_WORK ITEM_: Transcribe all the entries word for word, but omit the images.

_THE DATA_:
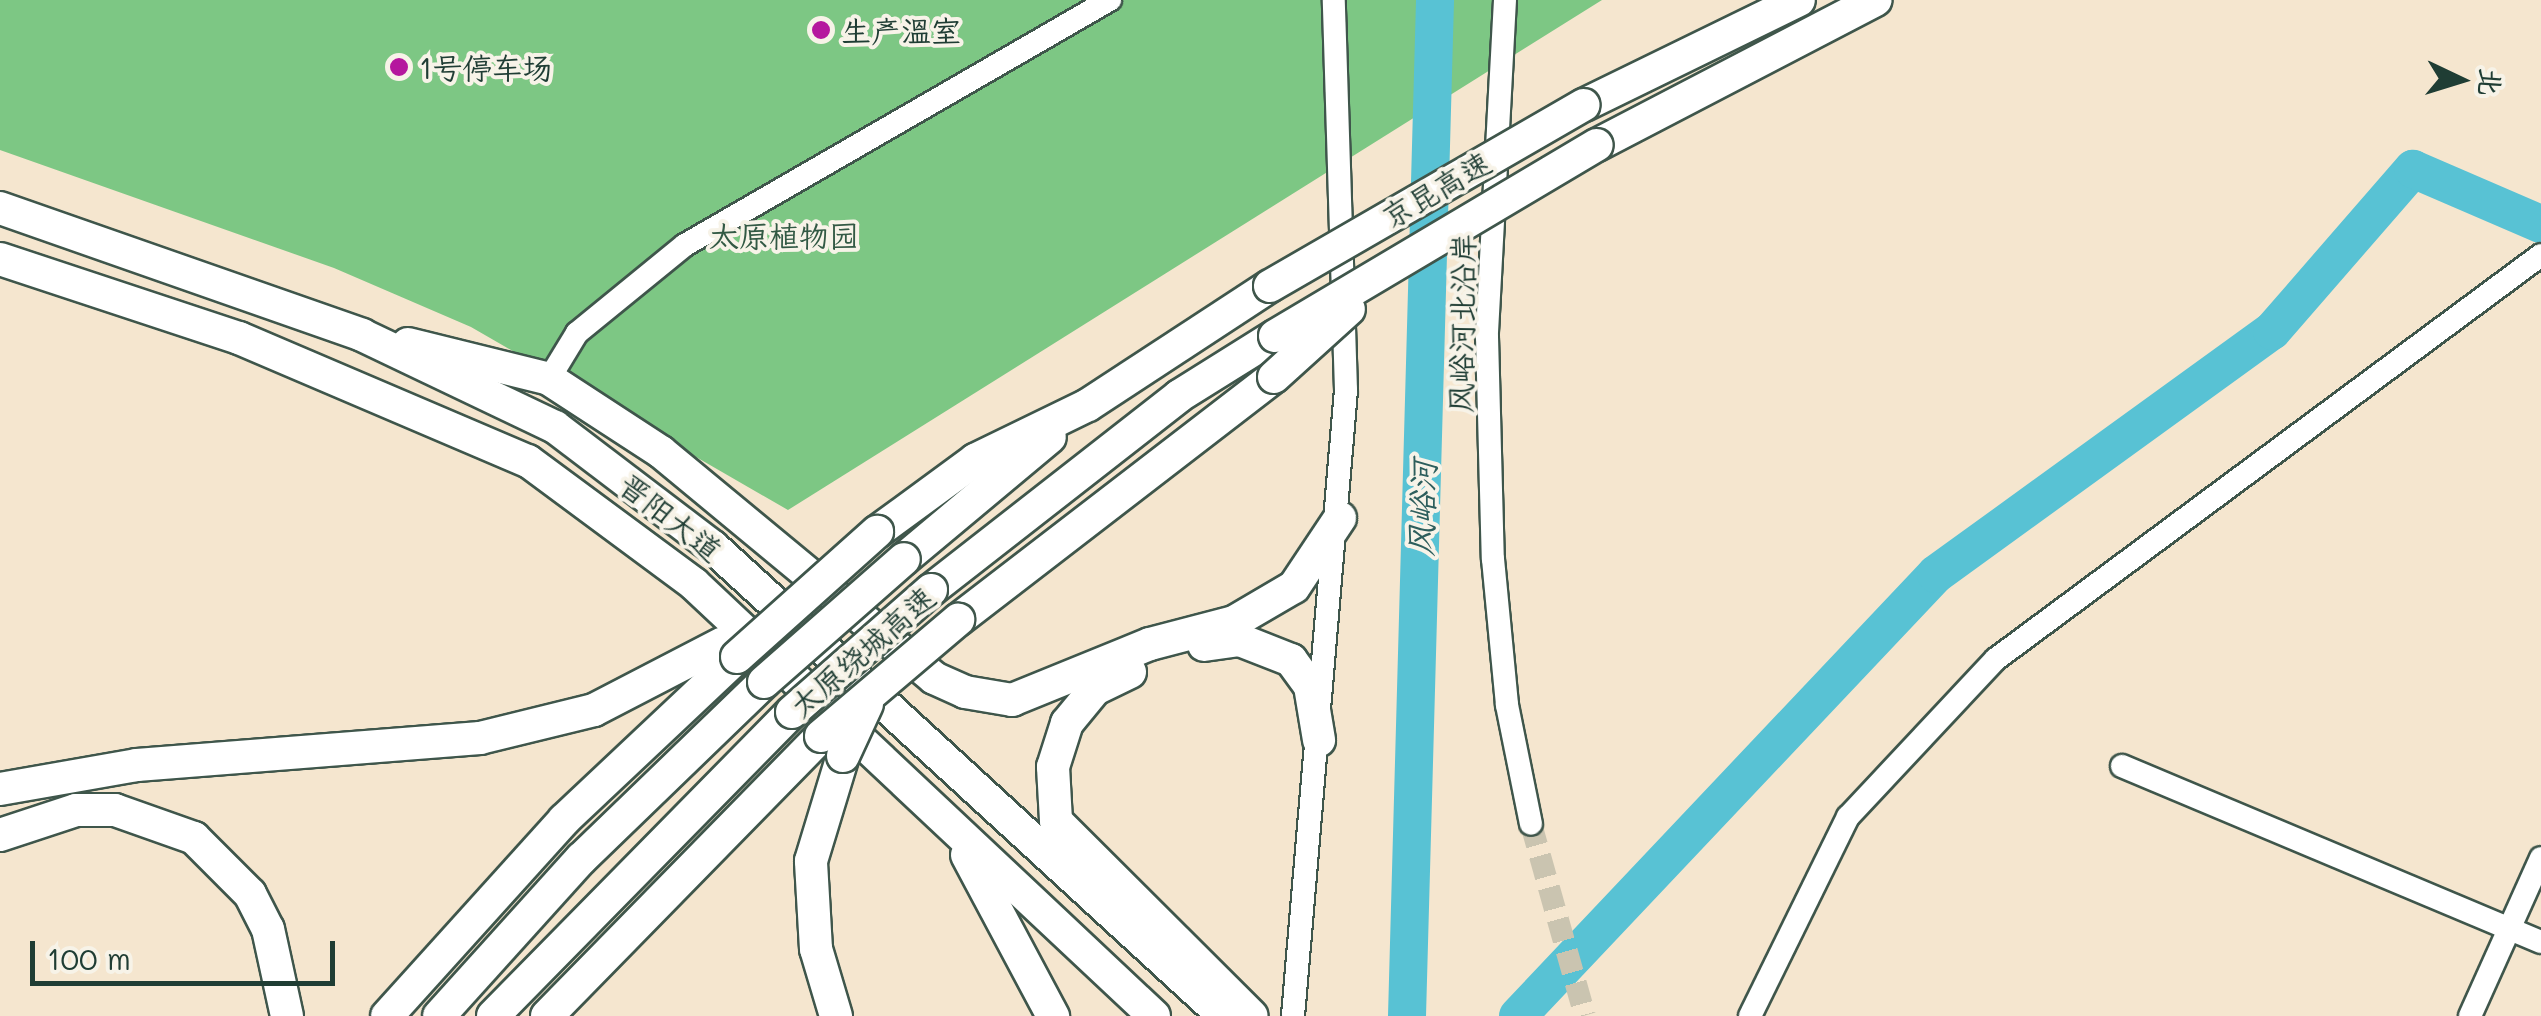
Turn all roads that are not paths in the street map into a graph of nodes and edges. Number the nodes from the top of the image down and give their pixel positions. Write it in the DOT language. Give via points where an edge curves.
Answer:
graph roads {
  1 [pos="1110,0"];
  2 [pos="1334,0"];
  3 [pos="1505,0"];
  4 [pos="1799,0"];
  5 [pos="1876,0"];
  6 [pos="0,208"];
  7 [pos="2541,255"];
  8 [pos="0,259"];
  9 [pos="1396,265"];
  10 [pos="362,335"];
  11 [pos="549,379"];
  12 [pos="1088,406"];
  13 [pos="1340,518"];
  14 [pos="730,650"];
  15 [pos="1319,740"];
  16 [pos="832,746"];
  17 [pos="2122,766"];
  18 [pos="0,790"];
  19 [pos="1531,824"];
  20 [pos="954,828"];
  21 [pos="0,835"];
  22 [pos="2541,858"];
  23 [pos="2510,928"];
  24 [pos="2541,942"];
  25 [pos="1214,1006"];
  26 [pos="1143,1008"];
  27 [pos="287,1016"];
  28 [pos="387,1016"];
  29 [pos="440,1016"];
  30 [pos="494,1016"];
  31 [pos="546,1016"];
  32 [pos="836,1016"];
  33 [pos="1053,1016"];
  34 [pos="1249,1016"];
  35 [pos="1293,1016"];
  36 [pos="1750,1016"];
  37 [pos="2470,1016"];
  1 -- 11 [label="street" via="684,245 577,333"];
  2 -- 13 [label="street"];
  3 -- 19 [label="street, 风峪河北沿岸" via="1487,337 1493,559 1506,705"];
  4 -- 12 [label="highway, 京昆高速, bridge" via="1584,105 1270,286"];
  5 -- 9 [label="highway, 京昆高速, bridge" via="1597,144"];
  6 -- 10 [label="highway, 晋阳大道"];
  7 -- 36 [label="street" via="1996,659 1848,817"];
  8 -- 20 [label="highway, 晋阳大道" via="239,338 528,462 694,584"];
  9 -- 16 [label="highway, bridge" via="1274,378 958,620 869,700"];
  9 -- 30 [label="highway, 太原绕城高速, bridge" via="1178,396 931,590 792,712"];
  10 -- 11 [label="highway"];
  10 -- 25 [label="highway, 晋阳大道" via="555,427 713,547"];
  11 -- 13 [label="highway" via="661,452 934,678 1012,700 1271,604 1313,565"];
  12 -- 14 [label="highway, bridge" via="975,460"];
  12 -- 29 [label="highway, 太原绕城高速, bridge" via="764,682 594,845"];
  13 -- 15 [label="street"];
  14 -- 18 [label="highway" via="594,710 480,738 137,765"];
  14 -- 28 [label="highway"];
  15 -- 34 [label="highway" via="1310,686 1291,660 1240,640 1197,646 1096,689 1067,723 1053,767 1056,821"];
  15 -- 35 [label="street"];
  16 -- 31 [label="highway"];
  16 -- 32 [label="highway" via="810,861 816,950"];
  17 -- 23 [label="street"];
  20 -- 26 [label="highway, 晋阳大道"];
  20 -- 33 [label="highway"];
  21 -- 27 [label="highway" via="57,814 115,810 194,838 226,862 259,911"];
  22 -- 23 [label="street"];
  23 -- 24 [label="street"];
  23 -- 37 [label="street"];
  25 -- 34 [label="highway, 晋阳大道"];
}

_FINISHED EXERCISE_:
Turn all roads that are not paths in the street map into a graph of nodes and edges. Number the nodes from the top of the image down and give their pixel positions. Write it in the DOT language. Give via points where an edge curves.
Answer:
graph roads {
  1 [pos="1110,0"];
  2 [pos="1334,0"];
  3 [pos="1505,0"];
  4 [pos="1799,0"];
  5 [pos="1876,0"];
  6 [pos="0,208"];
  7 [pos="2541,255"];
  8 [pos="0,259"];
  9 [pos="1396,265"];
  10 [pos="362,335"];
  11 [pos="549,379"];
  12 [pos="1088,406"];
  13 [pos="1340,518"];
  14 [pos="730,650"];
  15 [pos="1319,740"];
  16 [pos="832,746"];
  17 [pos="2122,766"];
  18 [pos="0,790"];
  19 [pos="1531,824"];
  20 [pos="954,828"];
  21 [pos="0,835"];
  22 [pos="2541,858"];
  23 [pos="2510,928"];
  24 [pos="2541,942"];
  25 [pos="1214,1006"];
  26 [pos="1143,1008"];
  27 [pos="287,1016"];
  28 [pos="387,1016"];
  29 [pos="440,1016"];
  30 [pos="494,1016"];
  31 [pos="546,1016"];
  32 [pos="836,1016"];
  33 [pos="1053,1016"];
  34 [pos="1249,1016"];
  35 [pos="1293,1016"];
  36 [pos="1750,1016"];
  37 [pos="2470,1016"];
  1 -- 11 [label="street" via="684,245 577,333"];
  2 -- 13 [label="street"];
  3 -- 19 [label="street, 风峪河北沿岸" via="1487,337 1493,559 1506,705"];
  4 -- 12 [label="highway, 京昆高速, bridge" via="1584,105 1270,286"];
  5 -- 9 [label="highway, 京昆高速, bridge" via="1597,144"];
  6 -- 10 [label="highway, 晋阳大道"];
  7 -- 36 [label="street" via="1996,659 1848,817"];
  8 -- 20 [label="highway, 晋阳大道" via="239,338 528,462 694,584"];
  9 -- 16 [label="highway, bridge" via="1274,378 958,620 869,700"];
  9 -- 30 [label="highway, 太原绕城高速, bridge" via="1178,396 931,590 792,712"];
  10 -- 11 [label="highway"];
  10 -- 25 [label="highway, 晋阳大道" via="555,427 713,547"];
  11 -- 13 [label="highway" via="661,452 934,678 1012,700 1271,604 1313,565"];
  12 -- 14 [label="highway, bridge" via="975,460"];
  12 -- 29 [label="highway, 太原绕城高速, bridge" via="764,682 594,845"];
  13 -- 15 [label="street"];
  14 -- 18 [label="highway" via="594,710 480,738 137,765"];
  14 -- 28 [label="highway"];
  15 -- 34 [label="highway" via="1310,686 1291,660 1240,640 1197,646 1096,689 1067,723 1053,767 1056,821"];
  15 -- 35 [label="street"];
  16 -- 31 [label="highway"];
  16 -- 32 [label="highway" via="810,861 816,950"];
  17 -- 23 [label="street"];
  20 -- 26 [label="highway, 晋阳大道"];
  20 -- 33 [label="highway"];
  21 -- 27 [label="highway" via="57,814 115,810 194,838 226,862 259,911"];
  22 -- 23 [label="street"];
  23 -- 24 [label="street"];
  23 -- 37 [label="street"];
  25 -- 34 [label="highway, 晋阳大道"];
}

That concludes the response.